**DATA TO USE:**
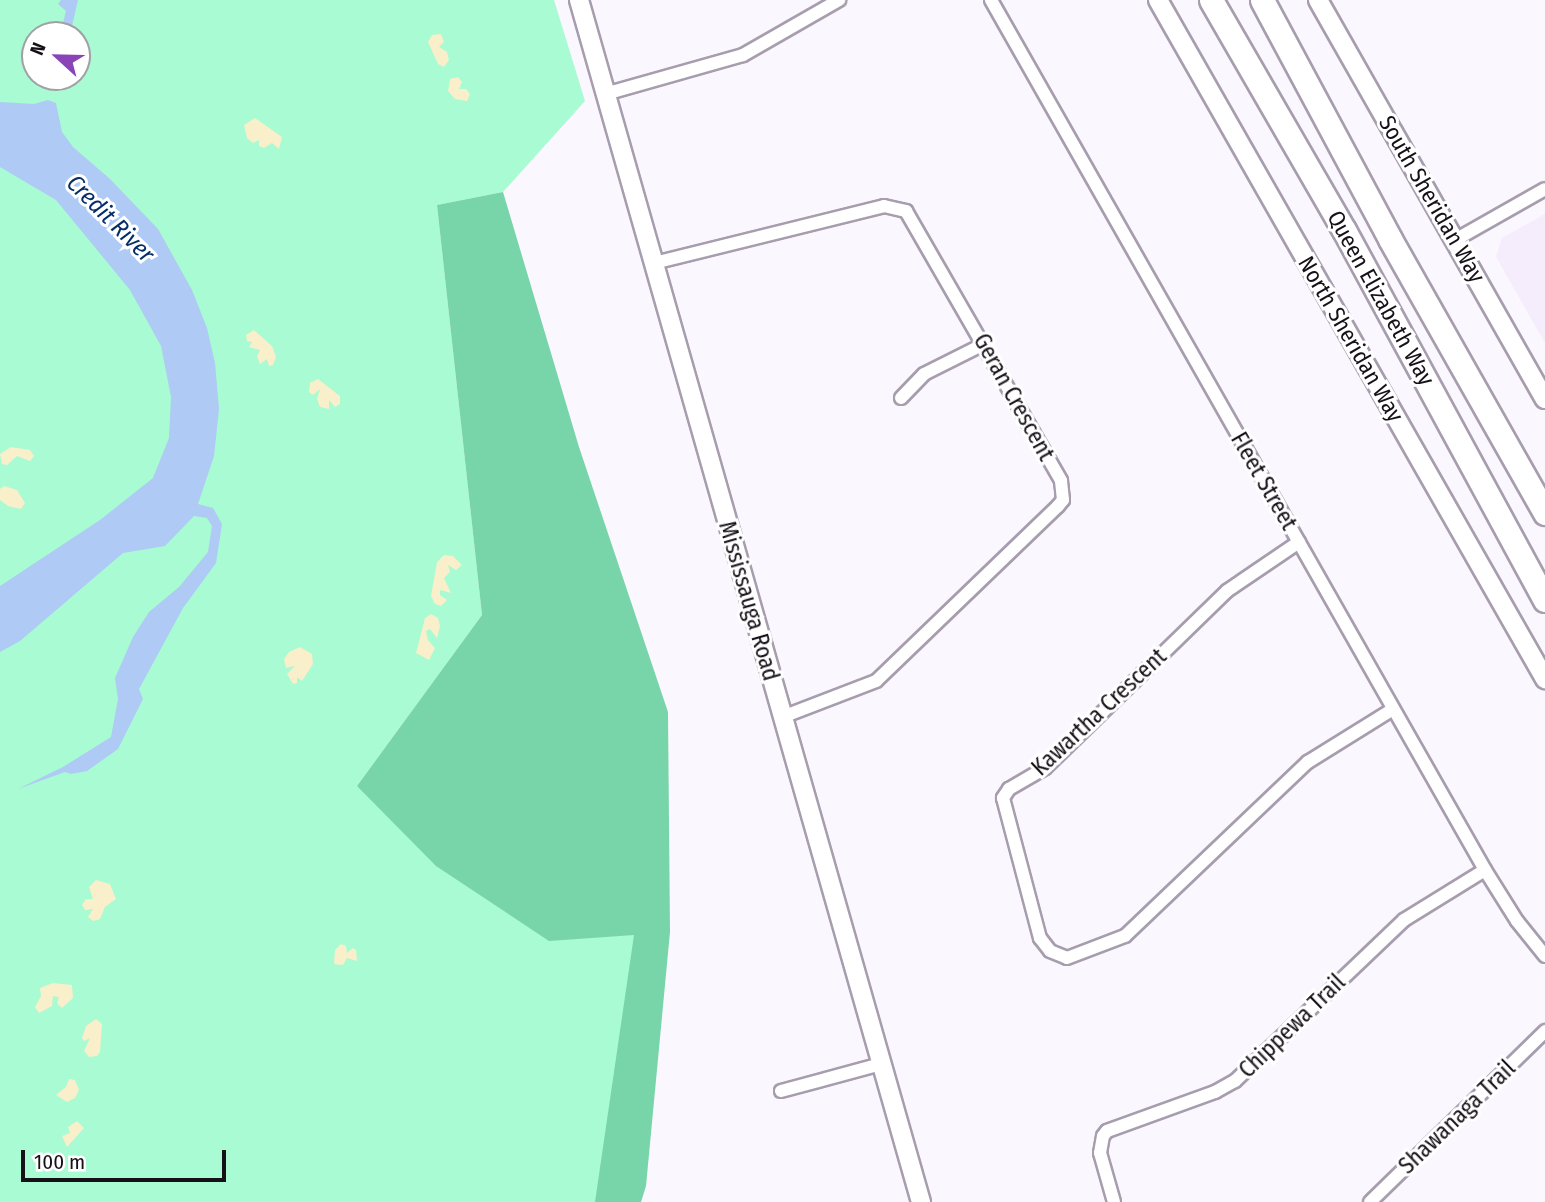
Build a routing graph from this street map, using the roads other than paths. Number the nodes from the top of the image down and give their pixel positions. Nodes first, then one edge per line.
1 (579, 0) edge
2 (839, 0) edge
3 (991, 0) edge
4 (1158, 0) edge
5 (1211, 0) edge
6 (1262, 0) edge
7 (1318, 0) edge
8 (606, 94) junction
9 (1545, 189) edge
10 (1455, 240) junction
11 (654, 263) junction
12 (984, 344) junction
13 (901, 398) dead end
14 (1545, 399) edge
15 (1545, 513) edge
16 (1299, 542) junction
17 (1545, 600) edge
18 (1545, 679) edge
19 (1393, 709) junction
20 (782, 717) junction
21 (1485, 870) junction
22 (1545, 956) edge
23 (1545, 1031) edge
24 (881, 1064) junction
25 (781, 1091) dead end
26 (921, 1202) edge
27 (1114, 1202) edge
28 (1370, 1202) edge

1 - 8 main road, Mississauga Road
2 - 8 street
3 - 16 street, Fleet Street
4 - 18 main road, North Sheridan Way
5 - 17 highway, Queen Elizabeth Way
6 - 15 highway, Queen Elizabeth Way
7 - 10 main road, South Sheridan Way
8 - 11 main road, Mississauga Road
9 - 10 street
10 - 14 main road, South Sheridan Way
11 - 12 street, Geran Crescent
11 - 20 main road, Mississauga Road
12 - 13 street
12 - 20 street, Geran Crescent
16 - 19 street, Fleet Street
16 - 19 street, Kawartha Crescent
19 - 21 street, Fleet Street
20 - 24 main road, Mississauga Road
21 - 22 street, Fleet Street
21 - 27 street, Chippewa Trail
23 - 28 street, Shawanaga Trail
24 - 25 street
24 - 26 main road, Mississauga Road

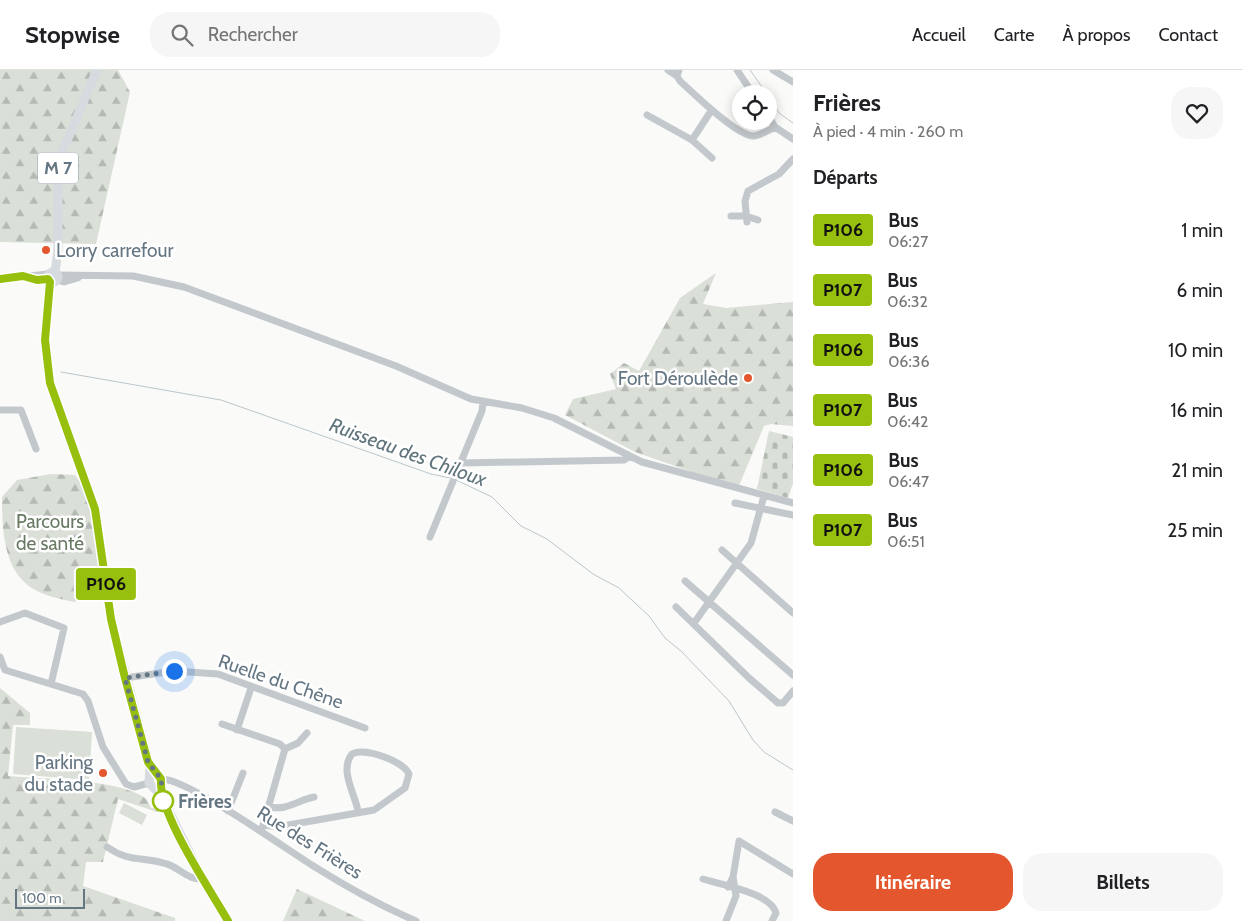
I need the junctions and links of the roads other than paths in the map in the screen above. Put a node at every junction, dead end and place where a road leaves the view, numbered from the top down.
1 (95, 70) edge
2 (668, 70) edge
3 (739, 70) edge
4 (773, 70) edge
5 (678, 73) edge
6 (793, 82) edge
7 (748, 85) edge
8 (711, 111) junction
9 (647, 115) dead end
10 (732, 124) edge
11 (777, 128) edge
12 (742, 130) edge
13 (769, 130) edge
14 (793, 139) edge
15 (692, 140) junction
16 (712, 158) dead end
17 (793, 159) edge
18 (731, 216) dead end
19 (746, 219) junction
20 (758, 220) dead end
21 (23, 276) junction
22 (51, 277) junction
23 (0, 279) edge
24 (483, 403) junction
25 (0, 410) edge
26 (36, 449) dead end
27 (630, 456) junction
28 (461, 463) junction
29 (764, 498) junction
30 (735, 503) dead end
31 (793, 505) edge
32 (760, 509) junction
33 (793, 515) edge
34 (430, 537) dead end
35 (722, 550) dead end
36 (737, 564) junction
37 (685, 581) dead end
38 (707, 604) junction
39 (676, 607) dead end
40 (793, 613) edge
41 (0, 622) edge
42 (694, 623) junction
43 (0, 657) edge
44 (793, 676) edge
45 (125, 678) junction
46 (51, 684) junction
47 (251, 688) dead end
48 (793, 691) edge
49 (222, 724) dead end
50 (365, 728) dead end
51 (237, 730) junction
52 (307, 733) dead end
53 (285, 749) junction
54 (243, 773) dead end
55 (155, 781) junction
56 (314, 797) dead end
57 (270, 807) junction
58 (228, 811) junction
59 (358, 811) junction
60 (776, 812) dead end
61 (793, 821) edge
62 (262, 828) junction
63 (107, 847) dead end
64 (793, 874) edge
65 (202, 878) junction
66 (704, 879) dead end
67 (731, 888) junction
68 (227, 921) edge
69 (416, 921) edge
70 (726, 921) edge
71 (772, 921) edge

1 - 22 main road, M 7
2 - 5 street
3 - 7 street
4 - 6 street
5 - 8 street
8 - 10 street
8 - 15 street
9 - 15 street
11 - 14 street
12 - 13 street
15 - 16 street
17 - 19 street
18 - 19 street
19 - 20 street
21 - 22 street
21 - 22 street
21 - 23 street
22 - 24 street
22 - 45 main road, M 7
24 - 27 street
24 - 28 street
25 - 26 street
27 - 28 street
27 - 29 street
28 - 34 street
29 - 31 street
29 - 32 street
30 - 32 street
32 - 33 street
32 - 36 street
35 - 36 street
36 - 38 street
36 - 40 street
37 - 38 street
38 - 42 street
38 - 44 street
39 - 42 street
41 - 46 street
42 - 48 street
43 - 46 street
45 - 50 street, Ruelle du Chêne
45 - 55 main road, M 7
46 - 55 street
47 - 51 street
49 - 51 street
51 - 53 street
52 - 53 street
53 - 57 street
54 - 58 street
55 - 58 street, Rue des Frières
55 - 65 main road
56 - 57 street
57 - 62 street
58 - 62 street, Rue des Frières
59 - 59 street
59 - 62 street
60 - 61 street
62 - 69 street, Rue des Frières
63 - 65 street
64 - 67 street
65 - 68 main road
66 - 67 street
67 - 70 street
67 - 71 street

**EXERCISE PROMPT:** Each line in the listing above that includes "Fleet" is to be copied.

**RESPONSE AREA:**
3 - 16 street, Fleet Street
16 - 19 street, Fleet Street
19 - 21 street, Fleet Street
21 - 22 street, Fleet Street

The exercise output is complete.